*MATERIAL SHOWN:*
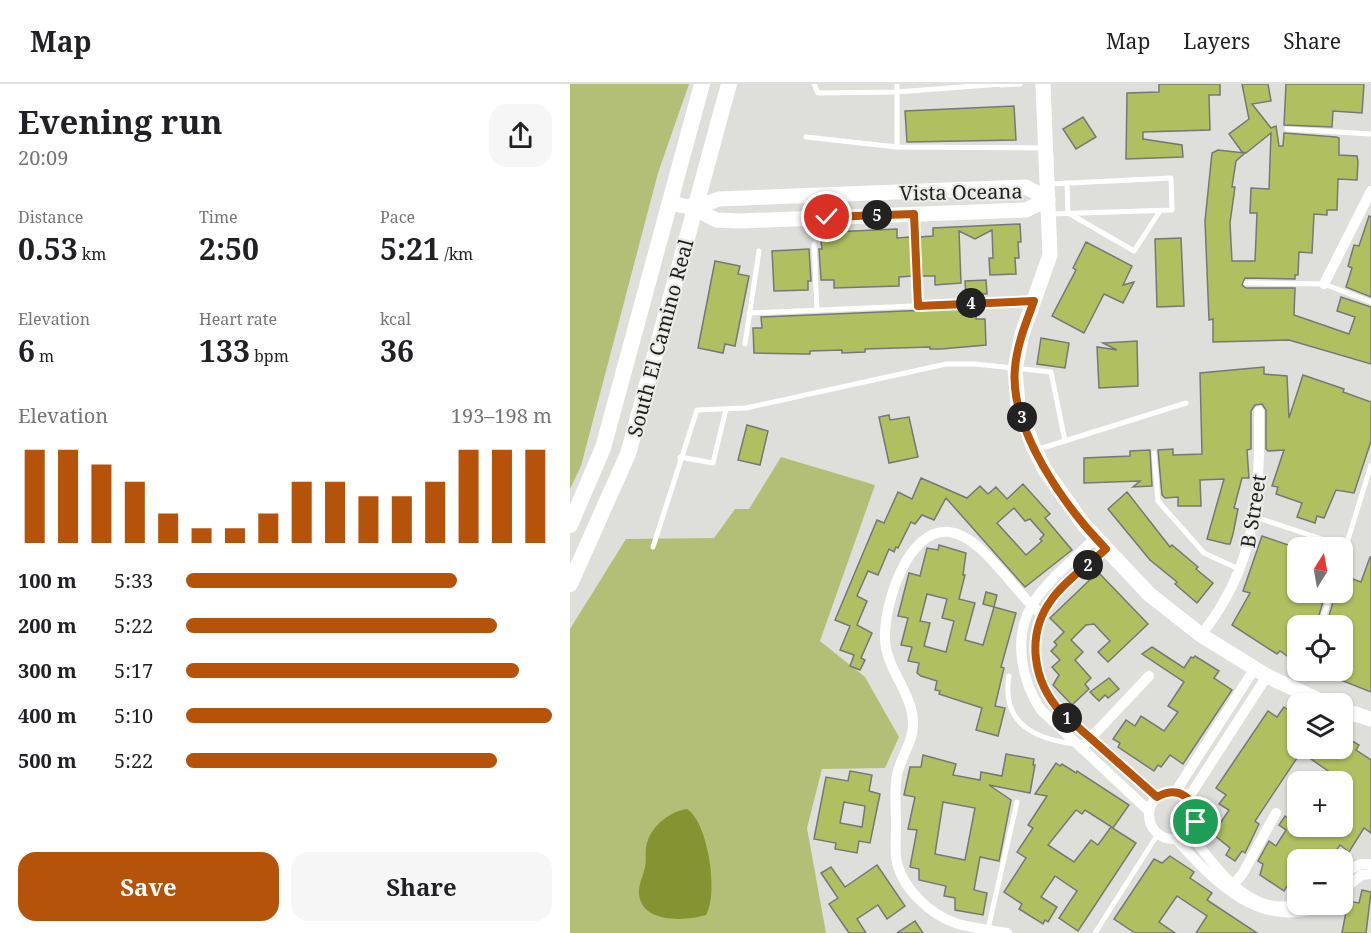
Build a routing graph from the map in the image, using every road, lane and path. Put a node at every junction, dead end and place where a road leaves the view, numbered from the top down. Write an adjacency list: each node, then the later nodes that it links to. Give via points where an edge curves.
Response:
1 (702, 84): 17 (main road, South El Camino Real)
2 (729, 84): 18 (main road, South El Camino Real)
3 (814, 84): 8 (lane, via 818,93)
4 (897, 84): 8 (lane)
5 (1020, 84): 7 (lane)
6 (1043, 84): 13 (street)
7 (1001, 85): 8 (lane)
8 (897, 92): 12 (lane)
9 (1287, 129): 10 (lane)
10 (1371, 134)
11 (806, 137): 12 (lane)
12 (897, 147): 13 (lane)
13 (1046, 148): 16 (street)
14 (1067, 183): 16 (lane); 19 (lane, via 1171,178 1172,210); 20 (lane)
15 (1371, 191): 25 (street)
16 (1048, 199): 18 (street, Vista Oceana, via 1026,187 719,199); 20 (lane); 21 (street, Vista Oceana, via 1026,210); 26 (street, via 1050,255)
17 (670, 203): 18 (street, Vista Oceana); 42 (main road, South El Camino Real, via 603,448)
18 (694, 208): 21 (street, Vista Oceana, via 716,220); 48 (main road, South El Camino Real, via 628,454)
19 (1161, 211): 20 (lane); 20 (lane, via 1134,251)
20 (1068, 213)
21 (914, 214): 28 (lane)
22 (814, 244): 29 (lane)
23 (759, 251): 30 (lane)
24 (1246, 284): 25 (lane)
25 (1324, 284): 27 (lane)
26 (1034, 301): 28 (lane); 32 (street)
27 (1371, 302)
28 (918, 306): 29 (lane)
29 (817, 310): 30 (lane)
30 (749, 313): 31 (lane)
31 (745, 344)
32 (1015, 369): 34 (lane, via 946,364 746,408); 36 (lane, via 1052,372); 37 (street, via 1018,405)
33 (1186, 403): 36 (lane)
34 (726, 409): 39 (lane, via 697,410); 39 (lane, via 713,463)
35 (1259, 411): 41 (street, B Street, via 1260,476)
36 (1065, 441): 37 (lane)
37 (1035, 450): 45 (street, via 1045,470)
38 (1154, 453): 47 (lane, via 1158,501 1204,553)
39 (680, 457): 46 (lane)
40 (1371, 465): 44 (lane)
41 (1255, 517): 43 (lane); 47 (street, B Street, via 1248,551)
42 (570, 525)
43 (1316, 537)
44 (1349, 537)
45 (1101, 544): 49 (street, via 1050,582); 50 (street, via 1052,598); 51 (street, via 1149,594)
46 (653, 547)
47 (1239, 569): 51 (street, B Street, via 1219,613)
48 (570, 584)
49 (1031, 607): 50 (street); 59 (street, via 1022,645 1026,680 1041,710); 78 (street, via 977,545 951,532 922,539 911,551 889,604 885,639 912,707 914,726 896,776 896,858 916,897 937,914 957,924)
50 (1043, 615): 58 (street, via 1035,641 1042,688)
51 (1202, 635): 52 (street)
52 (1261, 672): 55 (street); 60 (street); 62 (street)
53 (1009, 676): 59 (lane, via 1007,699 1021,723 1036,736)
54 (1149, 676): 58 (street)
55 (1304, 693)
56 (1353, 713): 57 (street)
57 (1371, 719)
58 (1090, 739): 59 (street); 61 (street)
59 (1079, 746): 64 (street)
60 (1176, 791): 61 (street); 62 (street)
61 (1157, 797): 64 (street)
62 (1189, 797): 66 (street, via 1196,808 1196,822)
63 (1017, 802): 78 (lane)
64 (1149, 811): 67 (street, via 1150,824)
65 (1276, 813): 73 (street)
66 (1189, 833): 68 (street); 73 (street)
67 (1158, 834): 68 (street); 80 (lane)
68 (1176, 839): 74 (street)
69 (1371, 864): 70 (street)
70 (1353, 868)
71 (1371, 874): 72 (street)
72 (1353, 882)
73 (1234, 885): 74 (street); 75 (street, via 1265,904)
74 (1226, 894): 77 (street, via 1245,911 1274,919)
75 (1287, 905)
76 (1302, 915): 77 (street)
77 (1295, 918)
78 (988, 929): 79 (street)
79 (1007, 933)
80 (1095, 933)

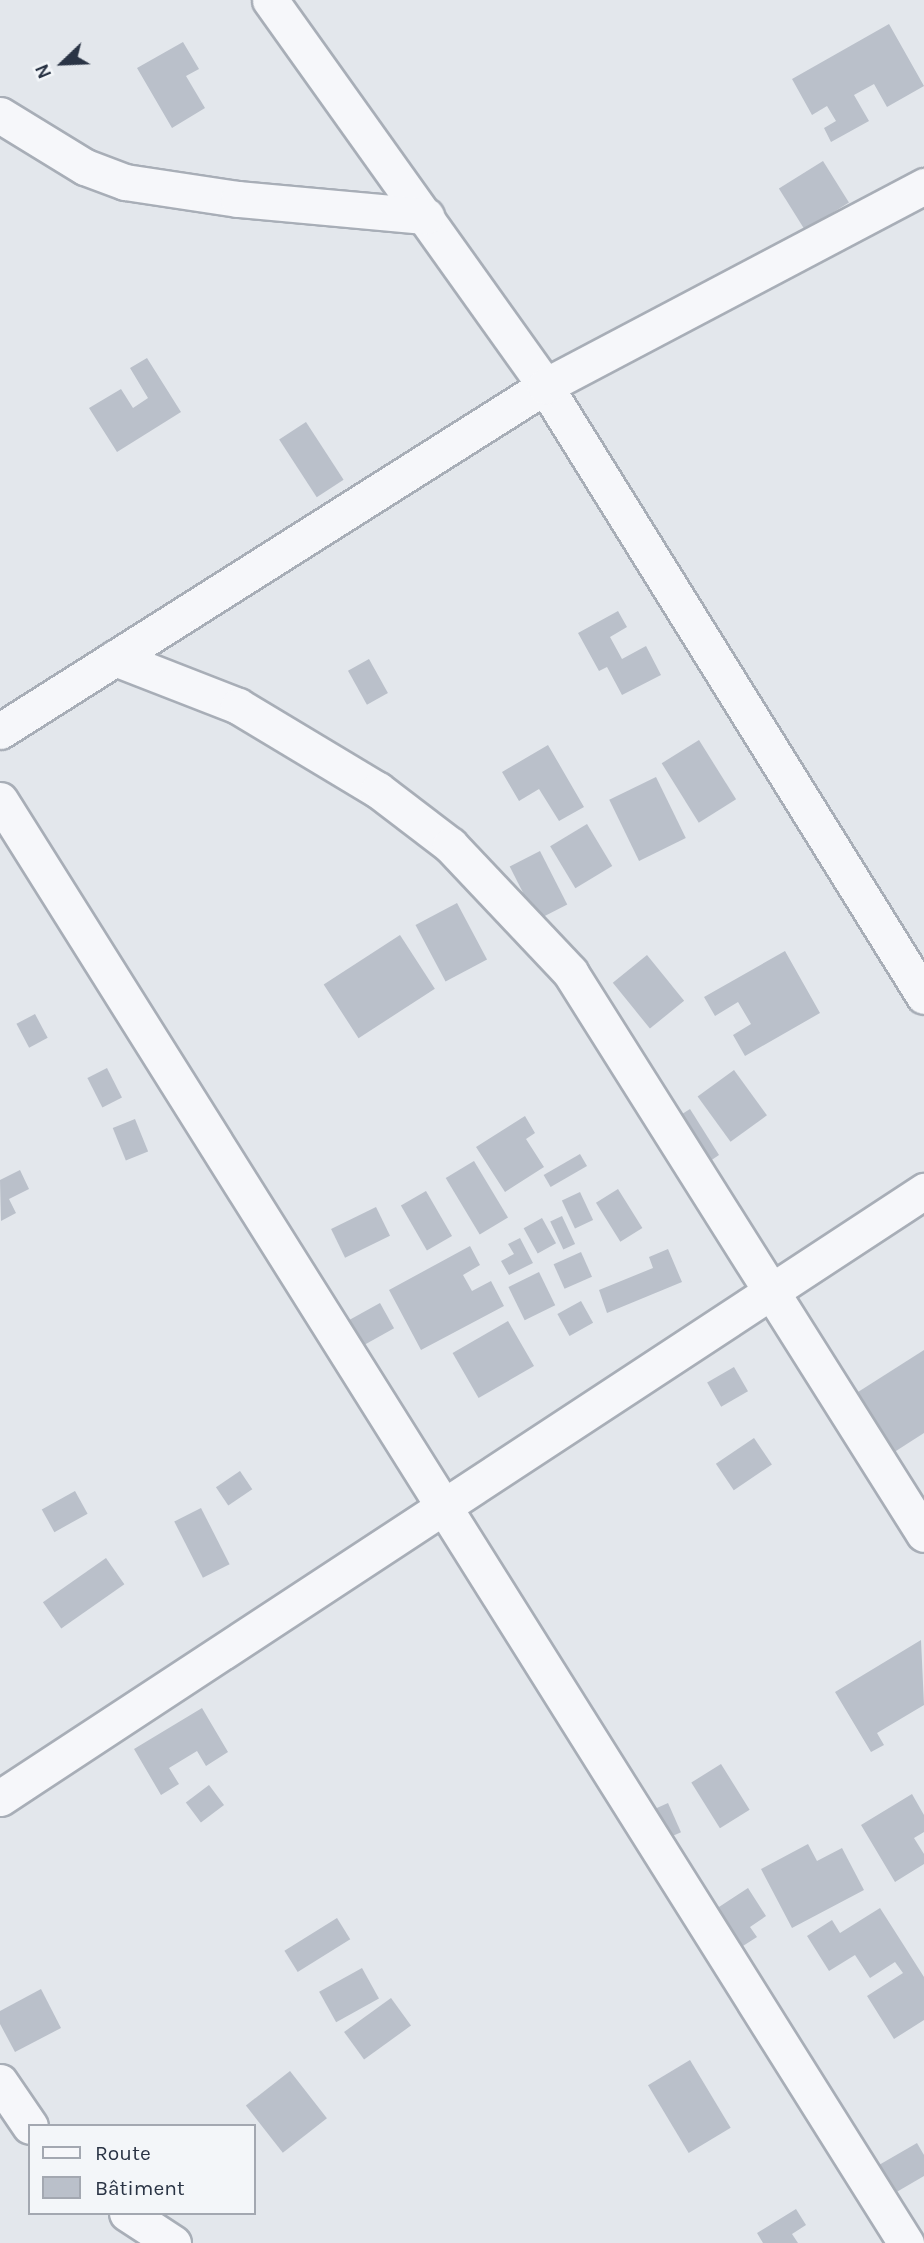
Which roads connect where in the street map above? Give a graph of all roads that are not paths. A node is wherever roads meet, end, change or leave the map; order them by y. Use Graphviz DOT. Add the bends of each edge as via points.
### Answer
graph roads {
  1 [pos="270,0"];
  2 [pos="0,115"];
  3 [pos="924,186"];
  4 [pos="426,216"];
  5 [pos="545,386"];
  6 [pos="115,658"];
  7 [pos="0,731"];
  8 [pos="0,800"];
  9 [pos="924,996"];
  10 [pos="924,1191"];
  11 [pos="769,1289"];
  12 [pos="444,1507"];
  13 [pos="924,1534"];
  14 [pos="0,1798"];
  15 [pos="0,2082"];
  16 [pos="29,2124"];
  17 [pos="130,2215"];
  18 [pos="173,2243"];
  19 [pos="906,2243"];
  1 -- 4 [label="street"];
  2 -- 4 [label="street" via="85,167 125,183 238,199"];
  3 -- 5 [label="street"];
  4 -- 5 [label="street"];
  5 -- 6 [label="street"];
  5 -- 9 [label="street"];
  6 -- 7 [label="street"];
  6 -- 11 [label="street" via="238,706 378,790 450,845 570,972"];
  8 -- 12 [label="street"];
  10 -- 11 [label="street"];
  11 -- 12 [label="street"];
  11 -- 13 [label="street"];
  12 -- 14 [label="street"];
  12 -- 19 [label="street"];
  15 -- 16 [label="street"];
  17 -- 18 [label="street"];
}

*EXERCISE DESCRIPTION:* Retype the lines of the material from the one containing "Which roads connect" through the last line, exactly, and give no other lines.

*ANSWER SECTION:*
Which roads connect where in the street map above? Give a graph of all roads that are not paths. A node is wherever roads meet, end, change or leave the map; order them by y. Use Graphviz DOT. Add the bends of each edge as via points.
### Answer
graph roads {
  1 [pos="270,0"];
  2 [pos="0,115"];
  3 [pos="924,186"];
  4 [pos="426,216"];
  5 [pos="545,386"];
  6 [pos="115,658"];
  7 [pos="0,731"];
  8 [pos="0,800"];
  9 [pos="924,996"];
  10 [pos="924,1191"];
  11 [pos="769,1289"];
  12 [pos="444,1507"];
  13 [pos="924,1534"];
  14 [pos="0,1798"];
  15 [pos="0,2082"];
  16 [pos="29,2124"];
  17 [pos="130,2215"];
  18 [pos="173,2243"];
  19 [pos="906,2243"];
  1 -- 4 [label="street"];
  2 -- 4 [label="street" via="85,167 125,183 238,199"];
  3 -- 5 [label="street"];
  4 -- 5 [label="street"];
  5 -- 6 [label="street"];
  5 -- 9 [label="street"];
  6 -- 7 [label="street"];
  6 -- 11 [label="street" via="238,706 378,790 450,845 570,972"];
  8 -- 12 [label="street"];
  10 -- 11 [label="street"];
  11 -- 12 [label="street"];
  11 -- 13 [label="street"];
  12 -- 14 [label="street"];
  12 -- 19 [label="street"];
  15 -- 16 [label="street"];
  17 -- 18 [label="street"];
}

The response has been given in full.